In fact, a main factor here is really about the efficiency of the Ontario Tory vote.
Resisting the temptation to lurch to the far right to capture the vote of extremists, Mr. Ford was able to win the same percentage of the overall popularity vote (40 per cent) as he did in 2018, but increased his seat total by 16. Ms. Howarth saw her support decline by 10 points, and her seat total fell by seven. Unable to find traction with voters after four tumultuous years when the NDP seemed to have a fighting chance of forming government, she resigned her seat.
For the Liberals and Mr. Del Duca, this election was an unmitigated disaster.

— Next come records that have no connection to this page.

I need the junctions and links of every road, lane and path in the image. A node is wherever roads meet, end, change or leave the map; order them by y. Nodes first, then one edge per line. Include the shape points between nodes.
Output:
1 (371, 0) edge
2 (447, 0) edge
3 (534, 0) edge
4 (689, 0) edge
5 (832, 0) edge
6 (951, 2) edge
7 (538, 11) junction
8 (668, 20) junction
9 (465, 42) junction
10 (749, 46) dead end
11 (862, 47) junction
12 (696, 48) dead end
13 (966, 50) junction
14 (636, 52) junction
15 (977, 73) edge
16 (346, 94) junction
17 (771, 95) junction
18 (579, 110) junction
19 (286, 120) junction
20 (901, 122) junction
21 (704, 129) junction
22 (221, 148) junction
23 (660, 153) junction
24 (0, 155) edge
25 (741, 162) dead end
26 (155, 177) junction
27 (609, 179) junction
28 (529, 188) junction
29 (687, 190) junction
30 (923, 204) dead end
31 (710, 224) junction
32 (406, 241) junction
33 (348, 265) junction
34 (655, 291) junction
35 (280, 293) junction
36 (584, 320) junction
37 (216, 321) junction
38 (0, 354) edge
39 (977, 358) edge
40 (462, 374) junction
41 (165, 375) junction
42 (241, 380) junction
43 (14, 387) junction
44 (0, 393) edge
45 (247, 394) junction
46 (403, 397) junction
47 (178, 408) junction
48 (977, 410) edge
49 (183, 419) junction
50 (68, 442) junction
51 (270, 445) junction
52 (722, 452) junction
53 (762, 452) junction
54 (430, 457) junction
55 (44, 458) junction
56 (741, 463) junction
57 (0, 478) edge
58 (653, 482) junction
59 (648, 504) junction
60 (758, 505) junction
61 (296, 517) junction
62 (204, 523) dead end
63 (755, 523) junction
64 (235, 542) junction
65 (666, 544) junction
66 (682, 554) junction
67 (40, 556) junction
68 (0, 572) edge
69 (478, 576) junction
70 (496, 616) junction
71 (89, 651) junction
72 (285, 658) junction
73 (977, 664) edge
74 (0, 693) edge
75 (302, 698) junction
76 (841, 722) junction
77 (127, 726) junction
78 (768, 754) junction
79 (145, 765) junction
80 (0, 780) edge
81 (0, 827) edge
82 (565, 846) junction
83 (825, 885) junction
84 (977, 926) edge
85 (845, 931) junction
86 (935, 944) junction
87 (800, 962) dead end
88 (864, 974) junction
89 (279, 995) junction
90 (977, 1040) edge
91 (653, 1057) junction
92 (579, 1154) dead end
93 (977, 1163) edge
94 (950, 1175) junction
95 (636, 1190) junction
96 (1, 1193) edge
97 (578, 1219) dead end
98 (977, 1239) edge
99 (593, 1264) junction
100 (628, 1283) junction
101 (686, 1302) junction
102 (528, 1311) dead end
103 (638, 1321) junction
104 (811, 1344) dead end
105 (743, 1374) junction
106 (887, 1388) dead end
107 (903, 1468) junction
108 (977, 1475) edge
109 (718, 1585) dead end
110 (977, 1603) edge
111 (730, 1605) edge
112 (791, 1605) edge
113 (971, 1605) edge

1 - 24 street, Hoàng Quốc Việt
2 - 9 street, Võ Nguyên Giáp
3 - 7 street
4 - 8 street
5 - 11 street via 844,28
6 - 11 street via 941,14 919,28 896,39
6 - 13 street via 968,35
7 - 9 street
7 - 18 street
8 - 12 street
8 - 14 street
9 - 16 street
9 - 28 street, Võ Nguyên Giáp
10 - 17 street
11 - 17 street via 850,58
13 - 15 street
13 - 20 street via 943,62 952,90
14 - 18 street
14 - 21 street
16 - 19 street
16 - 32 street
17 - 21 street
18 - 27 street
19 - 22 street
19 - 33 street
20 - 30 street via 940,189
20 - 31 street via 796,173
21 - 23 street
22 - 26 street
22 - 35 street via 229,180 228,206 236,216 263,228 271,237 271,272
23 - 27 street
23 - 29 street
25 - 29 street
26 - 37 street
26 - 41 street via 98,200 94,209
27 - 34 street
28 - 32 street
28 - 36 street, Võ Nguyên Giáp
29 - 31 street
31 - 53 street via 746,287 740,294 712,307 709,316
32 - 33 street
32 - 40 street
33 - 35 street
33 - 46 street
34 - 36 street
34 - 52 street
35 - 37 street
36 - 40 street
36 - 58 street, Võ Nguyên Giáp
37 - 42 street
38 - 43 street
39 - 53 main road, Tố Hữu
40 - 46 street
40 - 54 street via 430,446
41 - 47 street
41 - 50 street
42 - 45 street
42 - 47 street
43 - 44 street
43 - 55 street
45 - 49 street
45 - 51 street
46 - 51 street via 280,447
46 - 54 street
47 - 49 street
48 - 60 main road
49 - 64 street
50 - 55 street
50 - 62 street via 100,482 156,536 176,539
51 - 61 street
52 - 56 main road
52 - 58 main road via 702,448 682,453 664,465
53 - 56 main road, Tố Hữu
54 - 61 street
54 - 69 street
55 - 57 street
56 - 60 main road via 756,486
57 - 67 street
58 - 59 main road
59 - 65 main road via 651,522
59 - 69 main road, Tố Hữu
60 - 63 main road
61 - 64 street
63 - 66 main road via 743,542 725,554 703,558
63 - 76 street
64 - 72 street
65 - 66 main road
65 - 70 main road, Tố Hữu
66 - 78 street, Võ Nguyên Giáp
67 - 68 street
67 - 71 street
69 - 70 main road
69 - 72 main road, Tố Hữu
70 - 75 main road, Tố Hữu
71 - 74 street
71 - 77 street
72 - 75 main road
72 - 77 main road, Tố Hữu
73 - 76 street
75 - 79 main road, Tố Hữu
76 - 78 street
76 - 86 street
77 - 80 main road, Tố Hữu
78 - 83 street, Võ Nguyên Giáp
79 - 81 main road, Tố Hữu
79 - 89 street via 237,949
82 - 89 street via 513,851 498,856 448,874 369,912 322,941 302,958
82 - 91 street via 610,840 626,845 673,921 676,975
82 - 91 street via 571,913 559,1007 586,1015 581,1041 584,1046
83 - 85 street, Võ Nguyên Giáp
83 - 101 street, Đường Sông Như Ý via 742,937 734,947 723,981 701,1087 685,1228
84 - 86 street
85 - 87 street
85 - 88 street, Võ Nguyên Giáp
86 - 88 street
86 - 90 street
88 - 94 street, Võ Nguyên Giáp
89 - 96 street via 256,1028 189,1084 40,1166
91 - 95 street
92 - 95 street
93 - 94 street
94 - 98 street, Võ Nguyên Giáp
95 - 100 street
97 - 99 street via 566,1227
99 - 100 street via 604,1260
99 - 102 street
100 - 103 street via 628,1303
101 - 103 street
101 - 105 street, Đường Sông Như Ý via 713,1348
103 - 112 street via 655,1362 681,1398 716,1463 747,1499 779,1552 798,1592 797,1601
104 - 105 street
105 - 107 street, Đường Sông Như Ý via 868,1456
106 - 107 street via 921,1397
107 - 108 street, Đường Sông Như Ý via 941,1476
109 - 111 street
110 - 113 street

Some pre-election polls had the Liberals running second to the Tories, seemingly poised to — at the very least — regain official party status in the Ontario Legislature and perhaps even serve as the official opposition. In the end, the Liberals only won eight seats (one more than 2018) and Mr. Del Duca was unable to win his own seat. He, as well, resigned on election night.
The lesson of this election was that a well-funded, big-tent party is going to be very difficult to knock off in a province that has not been invaded by divisive, alt-right political forces.
Unfortunately for Tory leaders in Manitoba, and on the federal stage, it’s a lesson that they will not be able to apply when they next go to the polls.